When I received the negative letter from the Bishop, I was devastated. I plunged into a deep, dark hole. There seemed to be no way forward. I was cut off from my homeland (or so it seemed) and I was cut off from the church I had chosen (or so it seemed too). I was surrounded by a devastating void… until I decided to fly to Cambridge, Massachusetts to be with the brothers of the Society of St. John the Evangelist, a monastic order for men in the Episcopal Church.
When I arrived, I was taken in. I was nurtured and affirmed. I was surrounded by prayer and by care. I was supported and comforted. I experienced the celebration of the Eucharist in a way that restored my soul and my confidence. I wasn’t just “attending.” Centred in who God called them to be, the monks pulled me into their midst, so that the light of Christ could shine on me even more brightly. And God embraced me, lifted me out of my darkness and placed me again among God’s people.
To this day I am grateful in ways defying words to the brothers. And, more importantly, I am grateful to God, who is so present in this monastery and who, I now know, had never given up on me – and never will.
Phew!
Yes, this was difficult. It isn’t easy to share something personal so publicly. It is hard. But on this Thanksgiving Day it makes sense. It makes sense to remember and celebrate why I am here and, more importantly, to celebrate my thankfulness to God. Of course, there are many, many more stories. And I bet you have tons of stories too.

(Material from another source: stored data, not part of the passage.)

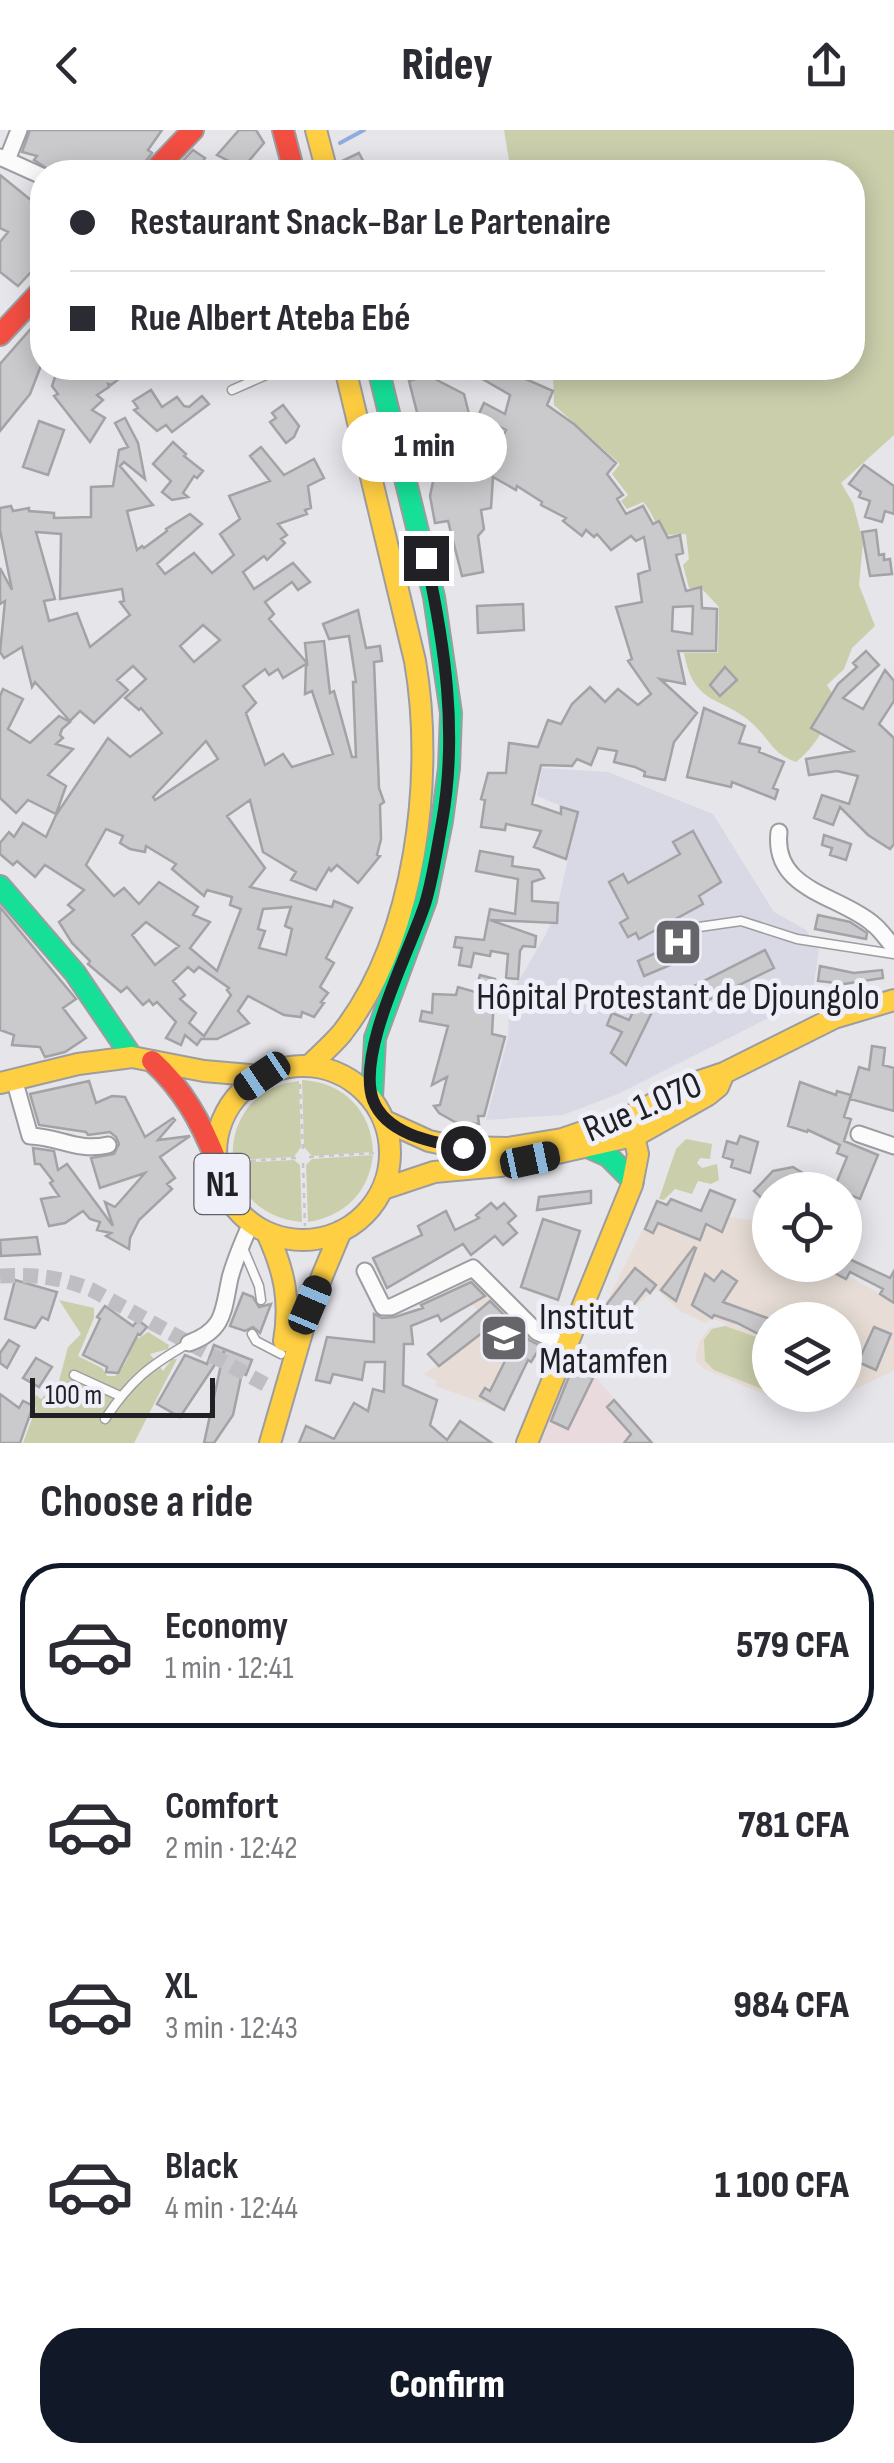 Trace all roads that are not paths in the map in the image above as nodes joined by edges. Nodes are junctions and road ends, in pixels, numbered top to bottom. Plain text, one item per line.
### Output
1 (20, 130) edge
2 (193, 130) edge
3 (283, 130) edge
4 (316, 130) edge
5 (4, 158) edge
6 (164, 160) edge
7 (291, 160) edge
8 (324, 160) edge
9 (30, 170) edge
10 (30, 303) edge
11 (0, 335) edge
12 (255, 380) edge
13 (348, 380) edge
14 (381, 380) edge
15 (232, 390) dead end
16 (779, 832) dead end
17 (0, 886) edge
18 (700, 927) dead end
19 (894, 951) edge
20 (894, 1000) edge
21 (141, 1058) junction
22 (304, 1071) junction
23 (262, 1076) junction
24 (7, 1081) edge
25 (372, 1098) junction
26 (386, 1122) junction
27 (633, 1126) junction
28 (859, 1134) dead end
29 (108, 1145) dead end
30 (894, 1146) edge
31 (590, 1148) junction
32 (222, 1161) junction
33 (633, 1181) junction
34 (383, 1188) junction
35 (259, 1228) junction
36 (341, 1232) junction
37 (241, 1244) junction
38 (365, 1271) dead end
39 (262, 1300) dead end
40 (252, 1334) dead end
41 (188, 1343) joint
42 (569, 1347) junction
43 (280, 1354) junction
44 (74, 1375) dead end
45 (120, 1396) junction
46 (105, 1419) dead end
47 (256, 1443) edge
48 (270, 1443) edge
49 (527, 1443) edge

1 - 5 street
2 - 6 main road
3 - 7 main road
4 - 8 main road
5 - 9 street
10 - 11 main road
12 - 15 lane
13 - 22 main road
14 - 25 main road
16 - 19 street
17 - 21 main road
18 - 19 lane
20 - 27 main road, Rue 1.070
21 - 23 main road
21 - 24 main road
21 - 32 main road
22 - 23 main road
22 - 25 main road
23 - 32 main road, N1
24 - 29 street
25 - 26 main road
26 - 27 main road, Rue 1.070
26 - 34 main road
27 - 31 main road, Rue 1.070
27 - 33 main road
28 - 30 street
31 - 33 main road
31 - 34 main road, Rue 1.070
32 - 35 main road, N1
33 - 42 main road
34 - 36 main road
35 - 36 main road, N1
35 - 37 street
35 - 43 main road, N1
36 - 48 main road
37 - 39 lane
37 - 41 street
38 - 42 street
40 - 43 lane
41 - 45 lane
42 - 49 main road
43 - 47 main road, N1
44 - 45 lane
45 - 46 lane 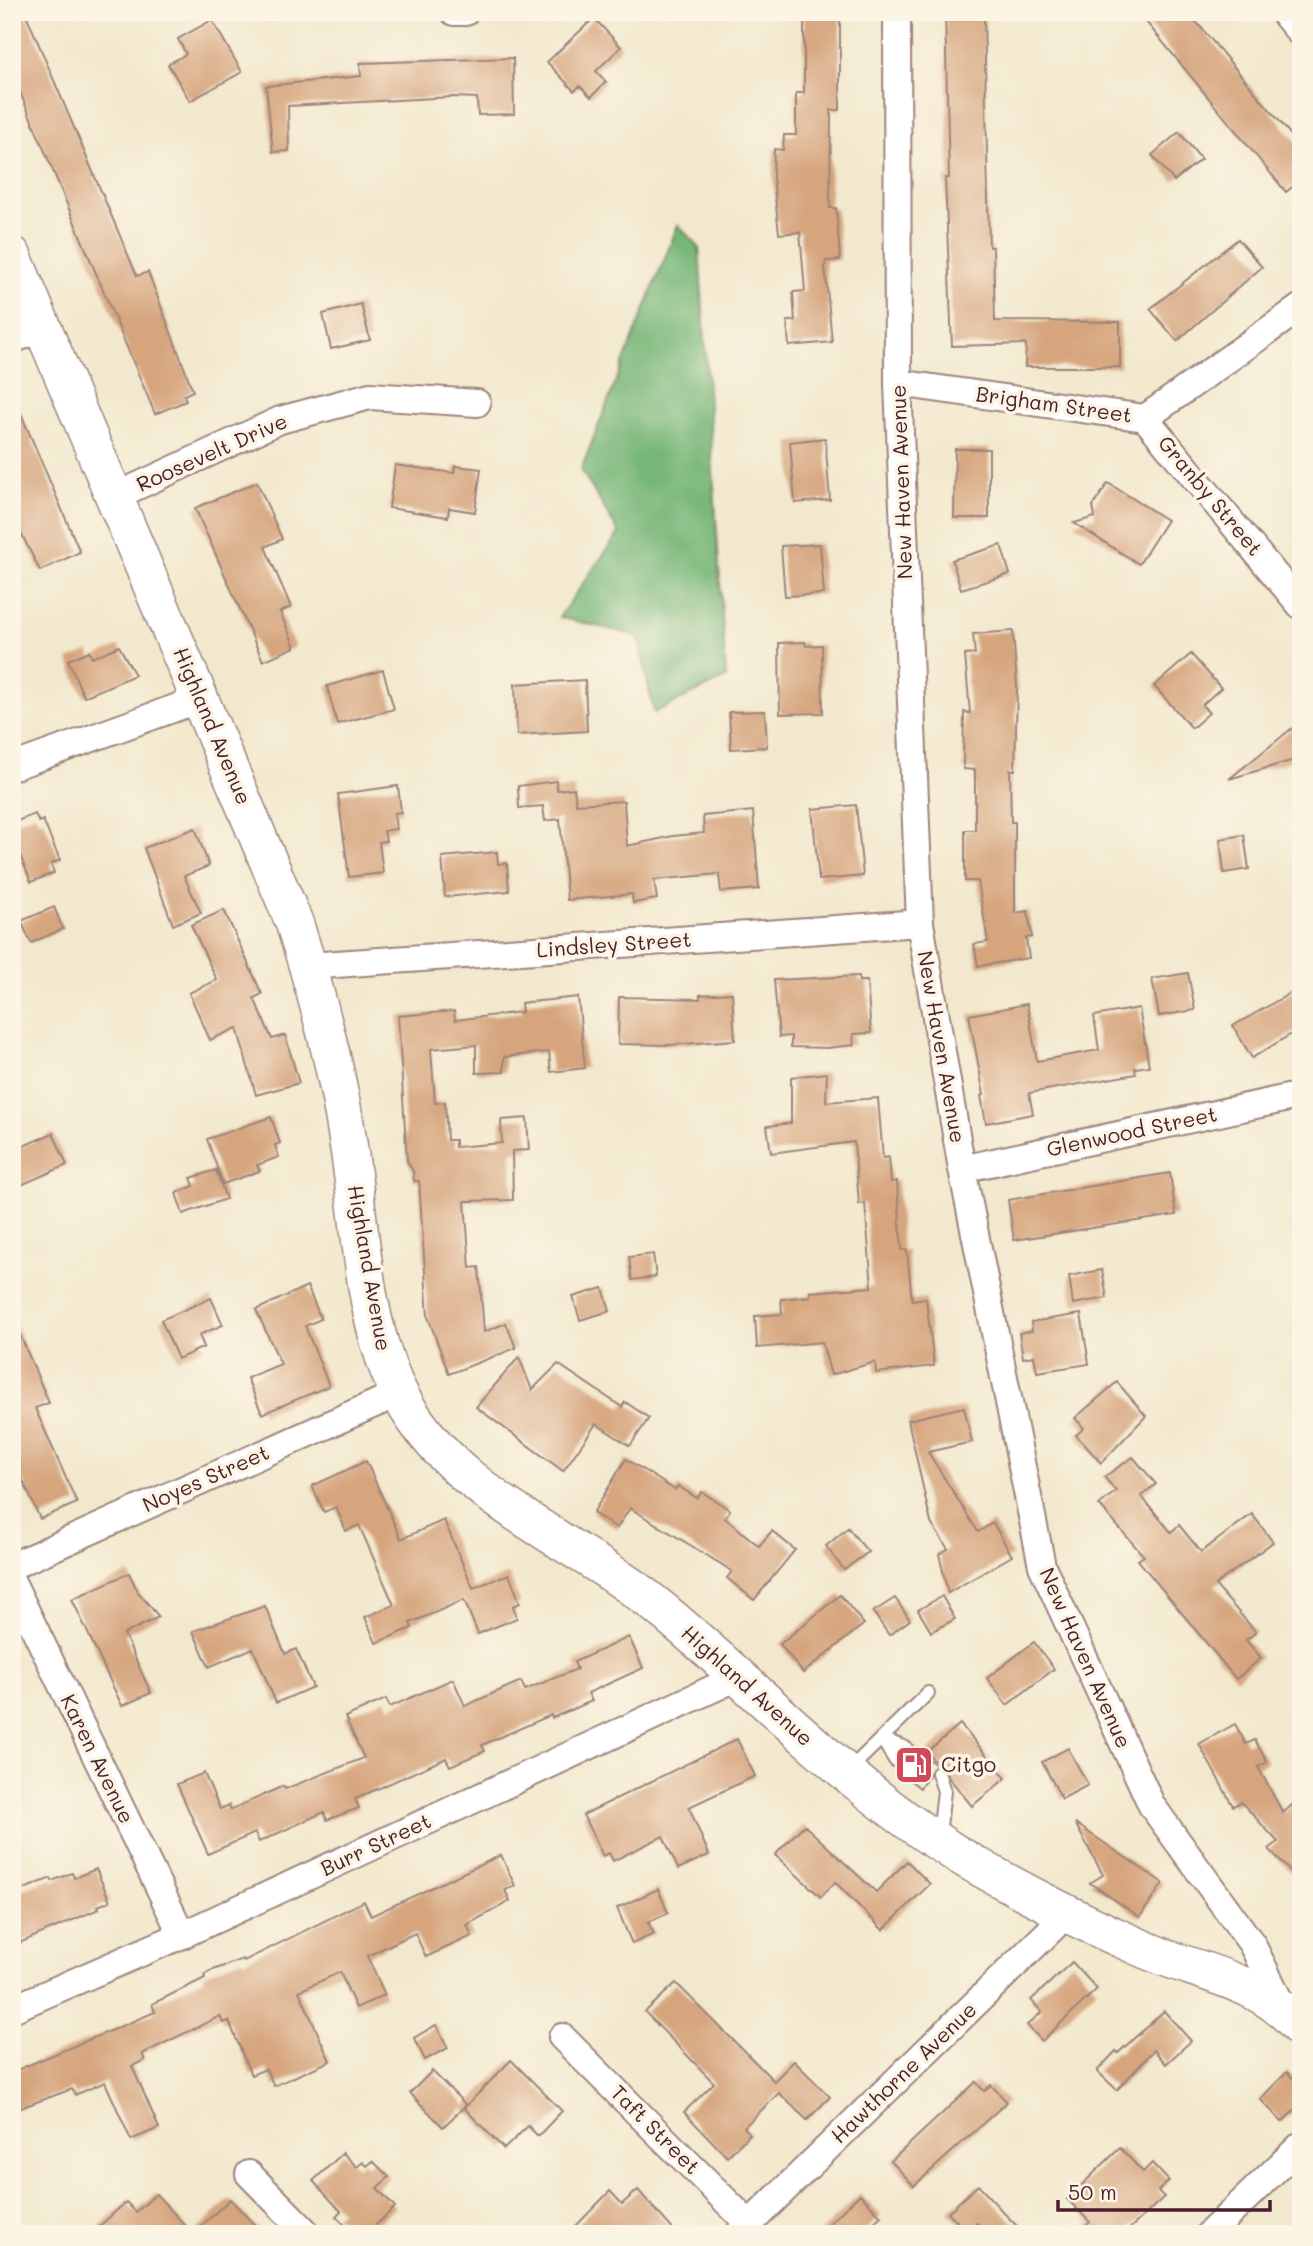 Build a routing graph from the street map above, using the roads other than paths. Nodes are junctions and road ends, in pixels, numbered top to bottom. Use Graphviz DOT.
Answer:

So, here is my challenge for you today.
In the coming week, take courage and share with someone a story that shows your gratitude for God’s love for you. I know it seems like a very un-Anglican thing to do. But it really isn’t. It isn’t, because as Anglicans we celebrate, yes, celebrate with gusto God’s love for us. And we should all be part of this celebration – even on weekdays, between Sunday services.
1 Matthew 6:26
2 Ibid
3 Matthew 6:28
[The Reverend Markus Duenzkofer delivered this sermon on Thanksgiving Sunday, October 11, 2009.]